## Aim of the exercise:
Where a line of the entries below includes the string "Branch", count it. Give only the resulting number.

## Records for this task:
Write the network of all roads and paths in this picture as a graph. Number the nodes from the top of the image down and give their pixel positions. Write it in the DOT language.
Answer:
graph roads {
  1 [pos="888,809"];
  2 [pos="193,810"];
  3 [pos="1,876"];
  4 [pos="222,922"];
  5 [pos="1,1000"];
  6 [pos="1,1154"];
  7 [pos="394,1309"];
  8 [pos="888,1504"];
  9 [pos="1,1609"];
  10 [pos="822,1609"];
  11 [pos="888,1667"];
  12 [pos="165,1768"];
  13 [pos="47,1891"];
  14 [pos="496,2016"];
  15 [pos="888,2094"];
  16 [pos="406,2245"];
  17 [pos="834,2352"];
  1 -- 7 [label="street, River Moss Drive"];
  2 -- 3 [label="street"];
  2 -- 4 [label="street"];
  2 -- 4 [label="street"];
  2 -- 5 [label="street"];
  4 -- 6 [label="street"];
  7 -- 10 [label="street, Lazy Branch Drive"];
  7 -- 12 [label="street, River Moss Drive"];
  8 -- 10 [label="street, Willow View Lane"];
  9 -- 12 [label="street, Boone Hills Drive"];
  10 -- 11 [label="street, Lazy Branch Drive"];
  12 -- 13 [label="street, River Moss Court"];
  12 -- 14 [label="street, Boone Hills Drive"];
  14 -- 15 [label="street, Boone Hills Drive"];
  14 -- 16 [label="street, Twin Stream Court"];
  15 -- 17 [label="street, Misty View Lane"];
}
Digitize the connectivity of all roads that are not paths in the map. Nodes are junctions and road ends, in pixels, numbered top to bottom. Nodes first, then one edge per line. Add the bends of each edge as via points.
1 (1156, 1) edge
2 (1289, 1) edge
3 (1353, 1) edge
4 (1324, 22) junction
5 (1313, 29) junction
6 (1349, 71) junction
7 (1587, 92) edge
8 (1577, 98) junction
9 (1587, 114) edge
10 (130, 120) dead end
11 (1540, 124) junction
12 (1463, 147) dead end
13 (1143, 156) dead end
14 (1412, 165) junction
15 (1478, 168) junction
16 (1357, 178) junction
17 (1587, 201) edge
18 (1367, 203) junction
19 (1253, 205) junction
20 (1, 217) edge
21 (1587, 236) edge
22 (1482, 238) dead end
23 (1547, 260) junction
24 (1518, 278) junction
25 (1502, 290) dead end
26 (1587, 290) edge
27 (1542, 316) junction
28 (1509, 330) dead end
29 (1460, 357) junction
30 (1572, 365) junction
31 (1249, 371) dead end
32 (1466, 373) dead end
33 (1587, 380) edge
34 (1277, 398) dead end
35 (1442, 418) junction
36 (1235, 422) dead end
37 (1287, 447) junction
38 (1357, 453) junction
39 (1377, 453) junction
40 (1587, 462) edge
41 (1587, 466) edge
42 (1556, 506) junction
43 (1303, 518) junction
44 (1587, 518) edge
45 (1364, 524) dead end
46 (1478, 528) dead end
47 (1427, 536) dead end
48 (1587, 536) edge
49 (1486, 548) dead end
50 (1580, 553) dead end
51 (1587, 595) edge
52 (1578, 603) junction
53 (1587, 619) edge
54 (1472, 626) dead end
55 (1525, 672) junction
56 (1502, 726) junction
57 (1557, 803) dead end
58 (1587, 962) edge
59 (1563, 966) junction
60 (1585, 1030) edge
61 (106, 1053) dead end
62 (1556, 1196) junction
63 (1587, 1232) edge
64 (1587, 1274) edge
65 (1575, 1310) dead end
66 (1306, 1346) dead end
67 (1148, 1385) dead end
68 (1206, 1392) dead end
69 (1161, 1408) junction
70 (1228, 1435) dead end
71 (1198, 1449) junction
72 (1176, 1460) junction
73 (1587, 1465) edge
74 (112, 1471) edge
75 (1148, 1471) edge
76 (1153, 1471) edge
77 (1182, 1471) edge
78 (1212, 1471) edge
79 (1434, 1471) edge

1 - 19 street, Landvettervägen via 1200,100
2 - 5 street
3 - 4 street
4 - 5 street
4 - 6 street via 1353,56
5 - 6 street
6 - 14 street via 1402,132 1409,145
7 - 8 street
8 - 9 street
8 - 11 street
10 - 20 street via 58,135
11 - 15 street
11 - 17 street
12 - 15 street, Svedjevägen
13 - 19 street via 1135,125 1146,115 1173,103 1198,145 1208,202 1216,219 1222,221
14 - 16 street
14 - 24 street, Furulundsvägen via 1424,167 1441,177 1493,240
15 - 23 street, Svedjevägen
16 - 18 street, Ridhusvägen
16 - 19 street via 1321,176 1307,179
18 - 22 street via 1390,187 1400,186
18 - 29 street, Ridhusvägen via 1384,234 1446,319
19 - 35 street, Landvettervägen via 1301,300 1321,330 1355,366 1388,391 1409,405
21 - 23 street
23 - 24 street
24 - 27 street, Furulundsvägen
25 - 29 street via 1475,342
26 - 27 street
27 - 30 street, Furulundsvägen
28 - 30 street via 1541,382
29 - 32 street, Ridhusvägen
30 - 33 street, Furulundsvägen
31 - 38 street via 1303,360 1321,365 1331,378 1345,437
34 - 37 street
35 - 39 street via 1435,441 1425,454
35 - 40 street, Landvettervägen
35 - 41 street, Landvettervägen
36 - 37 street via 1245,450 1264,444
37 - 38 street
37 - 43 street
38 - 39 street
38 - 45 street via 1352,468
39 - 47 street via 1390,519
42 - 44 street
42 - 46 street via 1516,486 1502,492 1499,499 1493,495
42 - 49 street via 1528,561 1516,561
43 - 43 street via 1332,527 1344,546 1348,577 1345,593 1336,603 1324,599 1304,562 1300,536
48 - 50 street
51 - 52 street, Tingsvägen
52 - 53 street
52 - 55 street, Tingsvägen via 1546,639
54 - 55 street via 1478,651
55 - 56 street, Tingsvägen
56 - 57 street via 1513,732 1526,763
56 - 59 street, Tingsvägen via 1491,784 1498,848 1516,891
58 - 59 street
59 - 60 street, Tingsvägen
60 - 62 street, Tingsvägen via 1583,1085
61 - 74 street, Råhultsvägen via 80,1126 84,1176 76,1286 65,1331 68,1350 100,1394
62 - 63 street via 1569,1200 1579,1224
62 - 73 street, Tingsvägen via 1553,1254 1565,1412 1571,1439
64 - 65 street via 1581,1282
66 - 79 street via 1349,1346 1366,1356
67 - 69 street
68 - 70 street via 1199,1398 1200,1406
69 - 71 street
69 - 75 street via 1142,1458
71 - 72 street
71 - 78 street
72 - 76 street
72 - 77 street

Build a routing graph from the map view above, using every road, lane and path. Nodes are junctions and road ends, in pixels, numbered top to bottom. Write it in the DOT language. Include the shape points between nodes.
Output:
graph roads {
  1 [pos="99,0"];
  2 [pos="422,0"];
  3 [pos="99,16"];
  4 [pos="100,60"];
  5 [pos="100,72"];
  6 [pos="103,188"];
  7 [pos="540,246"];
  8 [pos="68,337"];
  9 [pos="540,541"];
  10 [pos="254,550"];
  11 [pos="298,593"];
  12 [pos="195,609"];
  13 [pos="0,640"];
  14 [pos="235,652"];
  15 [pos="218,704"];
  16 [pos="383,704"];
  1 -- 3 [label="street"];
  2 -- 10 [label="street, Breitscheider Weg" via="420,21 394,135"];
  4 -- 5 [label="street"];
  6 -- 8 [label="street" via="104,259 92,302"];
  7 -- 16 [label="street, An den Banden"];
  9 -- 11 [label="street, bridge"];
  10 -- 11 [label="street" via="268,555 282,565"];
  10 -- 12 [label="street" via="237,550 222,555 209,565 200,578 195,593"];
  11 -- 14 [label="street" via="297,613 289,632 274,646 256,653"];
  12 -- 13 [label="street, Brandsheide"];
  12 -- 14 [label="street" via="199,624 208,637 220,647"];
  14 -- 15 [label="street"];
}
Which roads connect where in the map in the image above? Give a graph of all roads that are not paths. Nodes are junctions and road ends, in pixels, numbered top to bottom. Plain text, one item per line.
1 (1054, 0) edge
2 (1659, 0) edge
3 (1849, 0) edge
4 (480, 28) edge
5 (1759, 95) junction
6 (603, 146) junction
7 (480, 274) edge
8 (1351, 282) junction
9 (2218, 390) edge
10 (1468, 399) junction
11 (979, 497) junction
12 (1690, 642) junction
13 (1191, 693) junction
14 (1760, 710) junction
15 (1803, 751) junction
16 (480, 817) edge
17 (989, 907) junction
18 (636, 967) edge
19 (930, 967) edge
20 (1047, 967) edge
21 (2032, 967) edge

## Reply to the exercise:
2